It seems the "Next New World" may not be coming to Tahiti after all—the government of French Polynesia has thrown a wrench into plans for a libertarian utopia on floating islands there—as proposed by a group founded by Peter Thiel and a former Google engineer.
The "Floating Island Project" by the Seasteading Institute—which started up with funding from libertarian Silicon Valley contrarian and PayPal founder Thiel—became ensnared in Polynesian politics, with the government appearing to back away from the project.
The institute, founded in 2008 by Thiel and former Google software engineer Patri Friedman, has described the floating-island plan for the Polynesian paradise as its "first stride to the seas." The group aims to create the "Next New World" on the planet's oceans, its website says.
Ultimately, the institute aims to set up ocean-based colonies that would "cure the sick" by stripping medicine of bureaucracy; "enrich" hundreds of millions of "poor and oppressed" people with "no place to go" by providing them with ocean-surface communities; "feed the hungry" with farmed algae and open ocean-farmed fish; "power the world" with solar energy; and "improve governance" by giving the world's citizens a "fluid frontier" where they could "sail about and choose the states they want."
Plans had progressed to the point where the institute and French Polynesia—whose capital Pape'ete is in Tahiti—had signed a memorandum of understanding that would allow the ocean colonists to set up a "seazone" with a "unique governing framework" where seasteading could begin, according to the institute.
"We plan to be in Tahiti by the beginning of 2018 to begin the development of our floating island pilot project," the group said on its site.
But late last month, the government of French Polynesia's Facebook page was updated with a notice accusing its opposition of riling up the populace over the ocean-colony plan.
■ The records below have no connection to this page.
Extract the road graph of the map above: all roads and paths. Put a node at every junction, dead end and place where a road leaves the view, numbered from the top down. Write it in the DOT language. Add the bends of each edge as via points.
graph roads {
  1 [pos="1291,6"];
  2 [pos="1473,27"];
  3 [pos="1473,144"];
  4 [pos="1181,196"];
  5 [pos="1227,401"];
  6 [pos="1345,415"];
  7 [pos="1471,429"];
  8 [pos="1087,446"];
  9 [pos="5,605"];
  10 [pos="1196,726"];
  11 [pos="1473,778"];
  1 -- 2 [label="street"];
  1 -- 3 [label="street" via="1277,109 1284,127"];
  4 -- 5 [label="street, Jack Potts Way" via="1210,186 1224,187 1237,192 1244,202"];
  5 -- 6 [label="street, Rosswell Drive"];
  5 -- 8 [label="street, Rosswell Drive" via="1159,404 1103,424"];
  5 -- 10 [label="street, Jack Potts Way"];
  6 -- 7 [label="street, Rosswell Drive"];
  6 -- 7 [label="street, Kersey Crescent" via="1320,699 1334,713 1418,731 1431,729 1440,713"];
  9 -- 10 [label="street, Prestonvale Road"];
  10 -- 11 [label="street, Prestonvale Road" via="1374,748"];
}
The agreement between the group and the government expired at the end of 2017 and is now "obsolete," the post said.
However, institute staff member Joe Quirk was not prepared to write off the French Polynesia project. The memorandum between the two parties required the institute to conduct studies that were finished in 2017, and there was no need to renew the agreement, Quirk said.
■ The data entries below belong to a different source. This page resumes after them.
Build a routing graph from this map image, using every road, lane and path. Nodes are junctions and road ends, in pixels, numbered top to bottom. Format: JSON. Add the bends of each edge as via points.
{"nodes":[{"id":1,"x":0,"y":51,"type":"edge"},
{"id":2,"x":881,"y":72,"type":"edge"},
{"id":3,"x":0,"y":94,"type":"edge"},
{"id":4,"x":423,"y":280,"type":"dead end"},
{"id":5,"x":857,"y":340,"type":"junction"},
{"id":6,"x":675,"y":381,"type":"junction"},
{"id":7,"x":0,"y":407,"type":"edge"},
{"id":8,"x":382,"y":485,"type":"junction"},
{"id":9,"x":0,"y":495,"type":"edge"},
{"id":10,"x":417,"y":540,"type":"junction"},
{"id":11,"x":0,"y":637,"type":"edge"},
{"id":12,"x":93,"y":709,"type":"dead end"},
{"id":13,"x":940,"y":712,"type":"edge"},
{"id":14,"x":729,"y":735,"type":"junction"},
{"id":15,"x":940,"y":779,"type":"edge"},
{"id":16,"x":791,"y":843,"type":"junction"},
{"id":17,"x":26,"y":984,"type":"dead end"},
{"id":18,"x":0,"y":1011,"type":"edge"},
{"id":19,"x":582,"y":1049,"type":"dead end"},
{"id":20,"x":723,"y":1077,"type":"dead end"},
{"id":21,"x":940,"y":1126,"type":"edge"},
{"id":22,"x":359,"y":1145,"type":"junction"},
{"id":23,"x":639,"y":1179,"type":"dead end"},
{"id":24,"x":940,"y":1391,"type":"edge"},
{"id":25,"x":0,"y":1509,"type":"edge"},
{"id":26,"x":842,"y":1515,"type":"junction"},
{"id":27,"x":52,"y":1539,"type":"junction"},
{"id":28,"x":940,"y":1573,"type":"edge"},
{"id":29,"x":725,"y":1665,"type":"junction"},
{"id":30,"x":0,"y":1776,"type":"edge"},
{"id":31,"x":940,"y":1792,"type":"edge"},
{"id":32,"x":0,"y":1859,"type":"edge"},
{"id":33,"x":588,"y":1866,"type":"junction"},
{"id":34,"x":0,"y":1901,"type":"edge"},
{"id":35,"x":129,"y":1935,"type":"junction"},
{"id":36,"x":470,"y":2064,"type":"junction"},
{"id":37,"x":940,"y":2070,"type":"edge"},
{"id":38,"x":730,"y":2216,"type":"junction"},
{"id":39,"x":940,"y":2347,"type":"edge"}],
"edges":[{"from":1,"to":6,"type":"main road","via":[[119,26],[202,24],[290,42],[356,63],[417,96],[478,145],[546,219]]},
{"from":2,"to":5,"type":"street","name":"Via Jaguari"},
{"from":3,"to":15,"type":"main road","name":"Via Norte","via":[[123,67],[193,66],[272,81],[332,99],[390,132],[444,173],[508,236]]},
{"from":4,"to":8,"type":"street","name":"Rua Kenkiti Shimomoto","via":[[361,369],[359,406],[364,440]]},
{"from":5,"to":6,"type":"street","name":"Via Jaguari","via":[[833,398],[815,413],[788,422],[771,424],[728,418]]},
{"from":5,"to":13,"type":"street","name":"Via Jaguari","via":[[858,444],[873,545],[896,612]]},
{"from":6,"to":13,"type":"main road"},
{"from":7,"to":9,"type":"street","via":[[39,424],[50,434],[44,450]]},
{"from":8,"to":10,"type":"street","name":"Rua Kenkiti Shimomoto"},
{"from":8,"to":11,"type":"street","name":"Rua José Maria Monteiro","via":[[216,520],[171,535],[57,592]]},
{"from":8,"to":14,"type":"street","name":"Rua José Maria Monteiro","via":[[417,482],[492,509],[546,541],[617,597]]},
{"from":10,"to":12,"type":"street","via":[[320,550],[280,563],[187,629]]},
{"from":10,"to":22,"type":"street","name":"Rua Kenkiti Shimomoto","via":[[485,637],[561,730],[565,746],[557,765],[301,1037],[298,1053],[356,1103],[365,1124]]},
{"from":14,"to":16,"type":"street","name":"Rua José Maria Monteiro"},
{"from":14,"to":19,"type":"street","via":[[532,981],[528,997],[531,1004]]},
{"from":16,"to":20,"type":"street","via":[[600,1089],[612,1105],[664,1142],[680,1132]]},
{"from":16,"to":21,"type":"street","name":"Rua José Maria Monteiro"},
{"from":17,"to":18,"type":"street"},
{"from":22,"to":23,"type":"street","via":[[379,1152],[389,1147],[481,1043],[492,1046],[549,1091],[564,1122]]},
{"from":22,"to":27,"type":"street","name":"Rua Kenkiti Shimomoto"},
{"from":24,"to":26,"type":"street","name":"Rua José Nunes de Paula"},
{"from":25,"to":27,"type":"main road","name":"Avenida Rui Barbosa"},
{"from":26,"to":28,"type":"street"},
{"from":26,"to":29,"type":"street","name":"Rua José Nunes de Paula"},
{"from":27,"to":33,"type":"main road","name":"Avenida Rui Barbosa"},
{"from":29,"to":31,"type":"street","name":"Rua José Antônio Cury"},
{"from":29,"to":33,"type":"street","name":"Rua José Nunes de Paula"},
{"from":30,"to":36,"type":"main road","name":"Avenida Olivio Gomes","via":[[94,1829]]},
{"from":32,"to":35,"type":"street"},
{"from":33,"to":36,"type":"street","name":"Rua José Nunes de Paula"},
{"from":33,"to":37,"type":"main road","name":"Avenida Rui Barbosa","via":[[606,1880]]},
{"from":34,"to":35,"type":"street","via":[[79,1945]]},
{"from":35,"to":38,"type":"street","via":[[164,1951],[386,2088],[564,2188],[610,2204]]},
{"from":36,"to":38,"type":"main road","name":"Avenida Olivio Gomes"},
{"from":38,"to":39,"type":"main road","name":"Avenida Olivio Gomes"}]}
Quirk is a founder and managing director of Blue Frontiers, which works with the institute and would build the sea colonies.
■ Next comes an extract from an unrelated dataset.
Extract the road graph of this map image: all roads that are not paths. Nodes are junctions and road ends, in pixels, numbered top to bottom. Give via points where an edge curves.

"While we would like to bring the project to Tahiti or elsewhere in French Polynesia, it isn't our only option," Quirk said.
He wrote in a March 5 blog post that Blue Frontiers "will only build seasteads in a place where most people are proud to host it."
Blue Frontiers "has opened discussions with other island nations that are just as concerned about sea level rise, the fate of their people, their culture, and their homeland," he wrote.